Wu Hao dan yang lainnya di samping mengangguk sedikit ketika mendengar analisis Xun Er. Mereka mengangkat pandangan mereka, dan mengalihkan perhatian mereka ke Xiao Yan, yang masih mencurahkan seluruh perhatiannya pada penyempurnaan. Mereka berbicara pelan, “Namun, bahkan jika Han Xian tidak berhasil menyempurnakannya, setidaknya dia memiliki sesuatu untuk diserahkan. Jika tangan Xiao Yan masih kosong seperti sebelumnya, kemenangan tetap akan menjadi milik Han Xian bahkan jika keduanya akhirnya gagal dalam penyempurnaan.”

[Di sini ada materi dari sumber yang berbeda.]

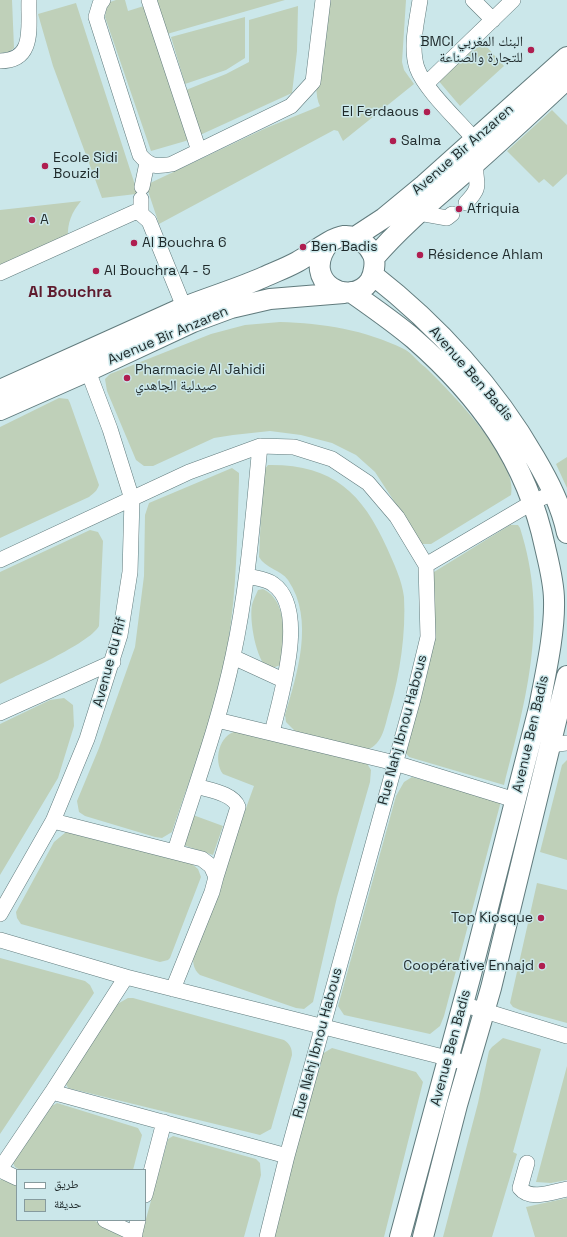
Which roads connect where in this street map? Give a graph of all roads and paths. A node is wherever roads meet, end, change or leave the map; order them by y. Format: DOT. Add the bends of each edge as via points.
graph roads {
  1 [pos="29,0"];
  2 [pos="103,0"];
  3 [pos="149,0"];
  4 [pos="323,0"];
  5 [pos="420,0"];
  6 [pos="473,0"];
  7 [pos="513,0"];
  8 [pos="494,20"];
  9 [pos="567,57"];
  10 [pos="0,60"];
  11 [pos="567,79"];
  12 [pos="426,84"];
  13 [pos="475,140"];
  14 [pos="199,151"];
  15 [pos="147,163"];
  16 [pos="476,163"];
  17 [pos="142,200"];
  18 [pos="466,203"];
  19 [pos="419,213"];
  20 [pos="452,214"];
  21 [pos="355,237"];
  22 [pos="328,244"];
  23 [pos="374,267"];
  24 [pos="0,273"];
  25 [pos="347,292"];
  26 [pos="184,307"];
  27 [pos="88,371"];
  28 [pos="0,390"];
  29 [pos="0,410"];
  30 [pos="260,446"];
  31 [pos="555,492"];
  32 [pos="132,499"];
  33 [pos="533,502"];
  34 [pos="567,533"];
  35 [pos="0,560"];
  36 [pos="426,565"];
  37 [pos="247,576"];
  38 [pos="233,657"];
  39 [pos="113,662"];
  40 [pos="567,676"];
  41 [pos="283,680"];
  42 [pos="0,713"];
  43 [pos="217,720"];
  44 [pos="272,733"];
  45 [pos="558,744"];
  46 [pos="395,763"];
  47 [pos="196,786"];
  48 [pos="515,800"];
  49 [pos="53,821"];
  50 [pos="175,851"];
  51 [pos="216,877"];
  52 [pos="0,914"];
  53 [pos="0,940"];
  54 [pos="126,977"];
  55 [pos="173,988"];
  56 [pos="462,1004"];
  57 [pos="485,1010"];
  58 [pos="323,1027"];
  59 [pos="567,1036"];
  60 [pos="447,1058"];
  61 [pos="470,1064"];
  62 [pos="52,1092"];
  63 [pos="164,1122"];
  64 [pos="287,1156"];
  65 [pos="527,1163"];
  66 [pos="0,1170"];
  67 [pos="16,1178"];
  68 [pos="567,1190"];
  69 [pos="146,1191"];
  70 [pos="108,1221"];
  71 [pos="136,1230"];
  72 [pos="267,1237"];
  73 [pos="400,1237"];
  74 [pos="423,1237"];
  1 -- 10 [label="street" via="28,42 23,54 11,60"];
  2 -- 15 [label="street" via="96,16 140,155"];
  3 -- 14 [label="street"];
  4 -- 14 [label="street" via="313,82 302,96 292,106"];
  5 -- 12 [label="street" via="415,51 417,68"];
  6 -- 8 [label="street"];
  7 -- 8 [label="street"];
  8 -- 12 [label="street"];
  9 -- 13 [label="main road, Avenue Bir Anzaren"];
  11 -- 16 [label="main road, Avenue Bir Anzaren"];
  12 -- 13 [label="street"];
  13 -- 21 [label="main road, Avenue Bir Anzaren" via="384,218"];
  14 -- 15 [label="street" via="172,164 157,167"];
  15 -- 17 [label="street"];
  16 -- 18 [label="street" via="478,186 476,193"];
  16 -- 19 [label="main road, Avenue Bir Anzaren"];
  17 -- 24 [label="street" via="135,212"];
  17 -- 26 [label="street"];
  19 -- 20 [label="street" via="441,218 447,218"];
  19 -- 23 [label="main road, Avenue Bir Anzaren" via="386,244"];
  21 -- 22 [label="main road, Avenue Bir Anzaren" via="336,238"];
  21 -- 23 [label="main road" via="370,249"];
  22 -- 25 [label="main road" via="321,252 320,273 325,283 334,290"];
  22 -- 26 [label="main road, Avenue Bir Anzaren" via="262,278"];
  23 -- 25 [label="main road, Avenue Bir Anzaren" via="364,287"];
  23 -- 31 [label="main road, Avenue Ben Badis" via="486,387 517,426"];
  25 -- 27 [label="main road, Avenue Bir Anzaren" via="270,299 231,308 193,322"];
  25 -- 33 [label="main road, Avenue Ben Badis" via="413,338 455,378 506,444"];
  26 -- 28 [label="main road, Avenue Bir Anzaren"];
  27 -- 29 [label="main road, Avenue Bir Anzaren"];
  27 -- 32 [label="street, Avenue du Rif"];
  30 -- 32 [label="street, Rue Nahj Ibnou Habous" via="189,472"];
  30 -- 36 [label="street, Rue Nahj Ibnou Habous" via="294,447 332,459 368,483 397,517"];
  30 -- 37 [label="street"];
  31 -- 33 [label="street"];
  31 -- 34 [label="main road, Avenue Ben Badis"];
  32 -- 35 [label="street, Rue Nahj Ibnou Habous"];
  32 -- 39 [label="street, Avenue du Rif" via="130,572"];
  33 -- 36 [label="street"];
  33 -- 48 [label="main road, Avenue Ben Badis" via="542,532 554,600 539,708"];
  36 -- 46 [label="street, Rue Nahj Ibnou Habous" via="428,636"];
  37 -- 38 [label="street"];
  37 -- 41 [label="street" via="272,583 280,589 288,606 292,623"];
  38 -- 41 [label="street"];
  38 -- 43 [label="street"];
  39 -- 42 [label="street"];
  39 -- 49 [label="street, Avenue du Rif" via="87,739"];
  40 -- 45 [label="main road, Avenue Ben Badis"];
  41 -- 44 [label="street"];
  43 -- 44 [label="street"];
  43 -- 47 [label="street"];
  44 -- 46 [label="street"];
  45 -- 57 [label="main road, Avenue Ben Badis"];
  46 -- 48 [label="street"];
  46 -- 58 [label="street, Rue Nahj Ibnou Habous"];
  47 -- 50 [label="street"];
  47 -- 51 [label="street" via="231,798 238,807"];
  48 -- 56 [label="main road, Avenue Ben Badis"];
  49 -- 50 [label="street"];
  49 -- 52 [label="street, Avenue du Rif"];
  50 -- 51 [label="street" via="202,859 212,866"];
  51 -- 55 [label="street"];
  53 -- 54 [label="street"];
  54 -- 55 [label="street"];
  54 -- 62 [label="street"];
  55 -- 58 [label="street"];
  56 -- 57 [label="street"];
  56 -- 60 [label="main road, Avenue Ben Badis"];
  57 -- 59 [label="street"];
  57 -- 61 [label="main road, Avenue Ben Badis"];
  58 -- 60 [label="street"];
  58 -- 64 [label="street, Rue Nahj Ibnou Habous"];
  60 -- 61 [label="street"];
  60 -- 73 [label="main road, Avenue Ben Badis"];
  61 -- 74 [label="main road, Avenue Ben Badis"];
  62 -- 63 [label="street"];
  62 -- 66 [label="street"];
  63 -- 64 [label="street"];
  63 -- 69 [label="street"];
  64 -- 72 [label="street, Rue Nahj Ibnou Habous"];
  65 -- 68 [label="street" via="520,1188 524,1194 530,1196"];
  66 -- 67 [label="street"];
  70 -- 71 [label="street"];
}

“Berdoalah agar Xiao Yan kakak berhasil menyempurnakannya.” Xun Er tertawa getir. Saat ini, dia hanya bisa berbicara dengan nada menenangkan. Xiao Yan tampak tidak menyadari bahwa dia sedang diperhatikan dengan saksama oleh semua tatapan di stadion. Matanya menatap tajam ke dalam kuali obat. Gumpalan besar cairan obat berwarna merah pucat dengan cepat bergulir di atas api hijau yang menyala-nyala. Meskipun Xiao Yan terisolasi darinya oleh kuali obat yang tebal, Xiao Yan masih dapat merasakan dengan jelas kekuatan luar biasa yang terkandung dalam gumpalan cairan ini melalui Kekuatan Spiritual yang telah dia salurkan ke dalam kuali.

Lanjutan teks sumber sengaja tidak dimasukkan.